_Directions for this task_:
Set the data down again so that every line matches exactly.

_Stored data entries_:
● ● ● ● ●

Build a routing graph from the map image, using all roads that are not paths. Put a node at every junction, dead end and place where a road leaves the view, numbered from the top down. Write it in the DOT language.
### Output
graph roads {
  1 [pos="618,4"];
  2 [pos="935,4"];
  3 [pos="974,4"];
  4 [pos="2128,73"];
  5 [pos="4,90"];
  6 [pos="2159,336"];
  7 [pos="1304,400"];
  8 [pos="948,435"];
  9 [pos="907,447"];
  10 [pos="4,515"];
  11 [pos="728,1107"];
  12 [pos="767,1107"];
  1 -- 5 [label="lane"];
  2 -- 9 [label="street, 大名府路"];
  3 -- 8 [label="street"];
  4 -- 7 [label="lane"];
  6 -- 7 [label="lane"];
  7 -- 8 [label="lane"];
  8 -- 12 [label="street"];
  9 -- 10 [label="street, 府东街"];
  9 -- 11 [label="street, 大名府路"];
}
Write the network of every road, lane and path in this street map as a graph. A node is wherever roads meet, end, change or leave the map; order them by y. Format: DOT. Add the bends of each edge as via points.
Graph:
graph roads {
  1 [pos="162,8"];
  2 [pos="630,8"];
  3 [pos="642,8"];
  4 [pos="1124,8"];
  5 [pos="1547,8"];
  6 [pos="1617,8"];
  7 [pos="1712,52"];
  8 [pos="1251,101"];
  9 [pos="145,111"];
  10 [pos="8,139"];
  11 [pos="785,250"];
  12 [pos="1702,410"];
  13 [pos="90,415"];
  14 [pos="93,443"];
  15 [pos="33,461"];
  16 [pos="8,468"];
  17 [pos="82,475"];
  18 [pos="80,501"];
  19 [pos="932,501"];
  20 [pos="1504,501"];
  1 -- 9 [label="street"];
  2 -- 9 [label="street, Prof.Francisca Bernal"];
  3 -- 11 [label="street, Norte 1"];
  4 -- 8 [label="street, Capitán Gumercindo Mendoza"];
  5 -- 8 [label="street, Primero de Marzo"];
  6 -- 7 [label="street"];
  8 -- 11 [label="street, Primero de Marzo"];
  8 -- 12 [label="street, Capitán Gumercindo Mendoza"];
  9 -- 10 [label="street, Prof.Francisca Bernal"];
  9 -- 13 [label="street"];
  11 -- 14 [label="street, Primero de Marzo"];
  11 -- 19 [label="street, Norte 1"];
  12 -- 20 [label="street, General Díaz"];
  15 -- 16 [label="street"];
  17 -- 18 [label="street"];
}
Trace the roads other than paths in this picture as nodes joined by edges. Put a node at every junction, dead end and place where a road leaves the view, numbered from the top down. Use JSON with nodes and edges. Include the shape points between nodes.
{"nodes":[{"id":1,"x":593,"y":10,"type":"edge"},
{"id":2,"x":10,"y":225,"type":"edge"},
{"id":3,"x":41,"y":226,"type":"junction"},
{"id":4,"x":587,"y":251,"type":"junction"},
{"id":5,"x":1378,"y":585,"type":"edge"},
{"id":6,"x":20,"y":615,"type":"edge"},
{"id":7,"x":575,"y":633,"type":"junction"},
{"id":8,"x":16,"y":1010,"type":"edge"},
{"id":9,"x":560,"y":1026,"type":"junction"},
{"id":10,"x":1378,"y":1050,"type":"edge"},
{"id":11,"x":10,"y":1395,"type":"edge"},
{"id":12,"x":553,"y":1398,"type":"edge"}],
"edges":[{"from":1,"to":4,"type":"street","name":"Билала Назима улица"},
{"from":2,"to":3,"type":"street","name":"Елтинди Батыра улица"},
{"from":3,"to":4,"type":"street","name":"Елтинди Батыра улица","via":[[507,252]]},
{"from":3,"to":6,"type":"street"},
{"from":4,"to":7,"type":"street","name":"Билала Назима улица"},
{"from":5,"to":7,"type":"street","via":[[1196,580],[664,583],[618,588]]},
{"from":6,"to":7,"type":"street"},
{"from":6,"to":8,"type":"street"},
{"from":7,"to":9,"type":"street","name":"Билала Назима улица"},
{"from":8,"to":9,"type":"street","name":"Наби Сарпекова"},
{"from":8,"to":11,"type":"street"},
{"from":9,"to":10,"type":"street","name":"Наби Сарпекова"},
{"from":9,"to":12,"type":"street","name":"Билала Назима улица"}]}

● ● ● ● ●

_Solution to the exercise_:
Build a routing graph from the map image, using all roads that are not paths. Put a node at every junction, dead end and place where a road leaves the view, numbered from the top down. Write it in the DOT language.
### Output
graph roads {
  1 [pos="618,4"];
  2 [pos="935,4"];
  3 [pos="974,4"];
  4 [pos="2128,73"];
  5 [pos="4,90"];
  6 [pos="2159,336"];
  7 [pos="1304,400"];
  8 [pos="948,435"];
  9 [pos="907,447"];
  10 [pos="4,515"];
  11 [pos="728,1107"];
  12 [pos="767,1107"];
  1 -- 5 [label="lane"];
  2 -- 9 [label="street, 大名府路"];
  3 -- 8 [label="street"];
  4 -- 7 [label="lane"];
  6 -- 7 [label="lane"];
  7 -- 8 [label="lane"];
  8 -- 12 [label="street"];
  9 -- 10 [label="street, 府东街"];
  9 -- 11 [label="street, 大名府路"];
}
Write the network of every road, lane and path in this street map as a graph. A node is wherever roads meet, end, change or leave the map; order them by y. Format: DOT. Add the bends of each edge as via points.
Graph:
graph roads {
  1 [pos="162,8"];
  2 [pos="630,8"];
  3 [pos="642,8"];
  4 [pos="1124,8"];
  5 [pos="1547,8"];
  6 [pos="1617,8"];
  7 [pos="1712,52"];
  8 [pos="1251,101"];
  9 [pos="145,111"];
  10 [pos="8,139"];
  11 [pos="785,250"];
  12 [pos="1702,410"];
  13 [pos="90,415"];
  14 [pos="93,443"];
  15 [pos="33,461"];
  16 [pos="8,468"];
  17 [pos="82,475"];
  18 [pos="80,501"];
  19 [pos="932,501"];
  20 [pos="1504,501"];
  1 -- 9 [label="street"];
  2 -- 9 [label="street, Prof.Francisca Bernal"];
  3 -- 11 [label="street, Norte 1"];
  4 -- 8 [label="street, Capitán Gumercindo Mendoza"];
  5 -- 8 [label="street, Primero de Marzo"];
  6 -- 7 [label="street"];
  8 -- 11 [label="street, Primero de Marzo"];
  8 -- 12 [label="street, Capitán Gumercindo Mendoza"];
  9 -- 10 [label="street, Prof.Francisca Bernal"];
  9 -- 13 [label="street"];
  11 -- 14 [label="street, Primero de Marzo"];
  11 -- 19 [label="street, Norte 1"];
  12 -- 20 [label="street, General Díaz"];
  15 -- 16 [label="street"];
  17 -- 18 [label="street"];
}
Trace the roads other than paths in this picture as nodes joined by edges. Put a node at every junction, dead end and place where a road leaves the view, numbered from the top down. Use JSON with nodes and edges. Include the shape points between nodes.
{"nodes":[{"id":1,"x":593,"y":10,"type":"edge"},
{"id":2,"x":10,"y":225,"type":"edge"},
{"id":3,"x":41,"y":226,"type":"junction"},
{"id":4,"x":587,"y":251,"type":"junction"},
{"id":5,"x":1378,"y":585,"type":"edge"},
{"id":6,"x":20,"y":615,"type":"edge"},
{"id":7,"x":575,"y":633,"type":"junction"},
{"id":8,"x":16,"y":1010,"type":"edge"},
{"id":9,"x":560,"y":1026,"type":"junction"},
{"id":10,"x":1378,"y":1050,"type":"edge"},
{"id":11,"x":10,"y":1395,"type":"edge"},
{"id":12,"x":553,"y":1398,"type":"edge"}],
"edges":[{"from":1,"to":4,"type":"street","name":"Билала Назима улица"},
{"from":2,"to":3,"type":"street","name":"Елтинди Батыра улица"},
{"from":3,"to":4,"type":"street","name":"Елтинди Батыра улица","via":[[507,252]]},
{"from":3,"to":6,"type":"street"},
{"from":4,"to":7,"type":"street","name":"Билала Назима улица"},
{"from":5,"to":7,"type":"street","via":[[1196,580],[664,583],[618,588]]},
{"from":6,"to":7,"type":"street"},
{"from":6,"to":8,"type":"street"},
{"from":7,"to":9,"type":"street","name":"Билала Назима улица"},
{"from":8,"to":9,"type":"street","name":"Наби Сарпекова"},
{"from":8,"to":11,"type":"street"},
{"from":9,"to":10,"type":"street","name":"Наби Сарпекова"},
{"from":9,"to":12,"type":"street","name":"Билала Назима улица"}]}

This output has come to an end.